Since the Kamloops discovery, Albertans have created local events for July 1 to memorialize the children who died in Kamloops as well as residential school survivors.

'Our people need a way and a place to express how they're feeling'

Bears with orange ribbons were given to residential school survivors at a recent vigil held in Maskwacis, Alta. to honour the children who weren't able to return home from the Kamloops residential school. (CBC News)

WARNING: This story contains details some readers may find distressing.

Michelle Wells wanted to show her support for Indigenous people in Alberta affected by the discovery of what are believed to be the unmarked burial sites of children's remains adjacent to a former residential school in Kamloops, B.C.

So when she saw the national grassroots group Idle No More encouraging people to host alternative gatherings on July 1 to "honour all of the lives lost to the Canadian State," she started planning  an Edmonton event.

"Our people need a way and a place to express how they're feeling," said the Edmonton Cancel Canada Day event organizer.

"I think it's a good option to have right now." 

She said it's not about cancelling the national holiday celebrations, but about offering a ceremony to celebrate "us as a people."

Since the discovery in Kamloops, Albertans are planning local events for July 1 to memorialize the children. 

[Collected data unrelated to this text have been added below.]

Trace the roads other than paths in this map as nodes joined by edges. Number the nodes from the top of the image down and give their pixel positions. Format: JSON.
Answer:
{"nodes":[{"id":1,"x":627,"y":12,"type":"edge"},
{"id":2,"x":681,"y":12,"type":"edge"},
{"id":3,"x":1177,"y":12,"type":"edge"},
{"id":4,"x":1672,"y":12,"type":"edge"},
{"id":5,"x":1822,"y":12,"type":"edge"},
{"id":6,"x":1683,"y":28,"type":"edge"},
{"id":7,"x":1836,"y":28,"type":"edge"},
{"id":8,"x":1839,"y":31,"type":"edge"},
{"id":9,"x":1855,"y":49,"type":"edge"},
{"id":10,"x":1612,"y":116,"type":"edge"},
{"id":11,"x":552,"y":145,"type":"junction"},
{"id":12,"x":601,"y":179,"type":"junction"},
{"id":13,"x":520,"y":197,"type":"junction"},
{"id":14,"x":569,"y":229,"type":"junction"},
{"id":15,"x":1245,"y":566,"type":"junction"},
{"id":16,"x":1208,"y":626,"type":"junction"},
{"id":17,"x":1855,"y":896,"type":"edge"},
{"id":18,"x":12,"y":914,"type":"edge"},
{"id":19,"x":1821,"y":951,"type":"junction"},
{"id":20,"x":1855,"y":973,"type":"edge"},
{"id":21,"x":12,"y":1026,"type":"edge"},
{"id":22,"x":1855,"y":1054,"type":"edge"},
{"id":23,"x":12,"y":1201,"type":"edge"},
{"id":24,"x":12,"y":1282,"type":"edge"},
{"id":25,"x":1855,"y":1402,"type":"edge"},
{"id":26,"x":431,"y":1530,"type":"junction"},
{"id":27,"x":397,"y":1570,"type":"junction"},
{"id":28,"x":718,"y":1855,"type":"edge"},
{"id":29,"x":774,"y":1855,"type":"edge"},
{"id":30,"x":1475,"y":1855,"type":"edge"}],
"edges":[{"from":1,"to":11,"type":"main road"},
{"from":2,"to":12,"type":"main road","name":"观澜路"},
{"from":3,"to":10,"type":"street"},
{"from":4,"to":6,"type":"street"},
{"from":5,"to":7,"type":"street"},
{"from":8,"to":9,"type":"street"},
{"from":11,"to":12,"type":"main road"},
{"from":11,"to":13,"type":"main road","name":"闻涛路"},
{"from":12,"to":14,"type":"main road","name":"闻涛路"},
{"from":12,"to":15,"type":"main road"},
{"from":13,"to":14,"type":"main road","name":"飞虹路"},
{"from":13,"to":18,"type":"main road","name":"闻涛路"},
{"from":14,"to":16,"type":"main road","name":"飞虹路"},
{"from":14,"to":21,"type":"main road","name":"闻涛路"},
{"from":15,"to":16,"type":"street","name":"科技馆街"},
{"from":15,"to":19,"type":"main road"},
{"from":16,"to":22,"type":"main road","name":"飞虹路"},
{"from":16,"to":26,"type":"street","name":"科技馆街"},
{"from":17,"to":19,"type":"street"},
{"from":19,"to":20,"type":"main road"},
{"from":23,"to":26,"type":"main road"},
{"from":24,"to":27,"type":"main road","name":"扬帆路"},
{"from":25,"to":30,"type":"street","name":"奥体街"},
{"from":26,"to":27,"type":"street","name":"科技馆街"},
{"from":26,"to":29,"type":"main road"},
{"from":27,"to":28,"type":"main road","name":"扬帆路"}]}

Bob Smallboy is a residential school survivor and initiated the Legacy Run 215 + Convoy event to honour the children who died and survivors of residential schools in Canada.

The convoy, being organized by several volunteers, will make its way from the Enoch Cree Nation to Ermineskin Cree Nation. Speakers, healing dances and a tipi village will be set up for people to "listen, heal and share stories in a social setting," according to the Facebook page.

"More graves are being discovered, more First Nations are being impacted as more sites are exposed," Smallboy said in a statement to CBC News.

"We hope to use this event to bring awareness and build bridges between Indigenous people and mainstream society." 

READ MORE | Read Bob Smallboy's full statement here

Municipal celebrations going ahead

Despite some wishing to cancel Canada Day celebrations this year, many municipalities in the Edmonton region — including the City of Edmonton — have told CBC News that Canada Day celebrations will be moving ahead.

Children’s shoes were left at the monument to Catholic nuns on the legislature grounds on Sunday, May 30, 2021. (Scott Neufeld/CBC)

Some of the municipalities, like the City of Leduc, are planning to honour the Indigenous lives lost to the residential school system at their Canada Day celebrations with a moment of silence, while the City of St. Albert is opting to postpone its annual firework celebrations.

St. Albert said last week it was cancelling its Canada Day fireworks in respect of people "who have experienced and continue to experience the effects of intergenerational trauma due to the residential school system."

The event usually takes place on Mission Hill, the site of the former Youville Residential School.

"It's not that we're cancelling Canada Day, we're just being respectful of the fact that shooting off celebratory fireworks right on top of potentially unmarked graves is in poor taste," said St. Albert Mayor Cathy Heron in a video posted to her Instagram account on Saturday.

Three municipalities in B.C. have cancelled local Canada Day celebrations as many Indigenous communities continue to grieve.

Edmonton organizers of memorial events emphasized that this year on July 1, events should make an effort to recognize and educate on Canada's residential school system history. 

"I'm not trying to say don't celebrate. Of course, there's going to be a lot of people that want to celebrate," Wells said.

"But remember and show that they are acknowledging that these things did happen and there's only going to be more discoveries … There's a lot of misunderstanding on the topic of residential schools and what happened in Catholicism. We need to start at some point to address those issues in a way that is going to work for everybody."

Support is available for anyone affected by their experience at residential schools and those who are triggered by the latest reports.

A national Indian Residential School Crisis Line has been set up to provide support for former students and those affected. People can access emotional and crisis referral services by calling the 24-hour national crisis line: 1-866-925-4419.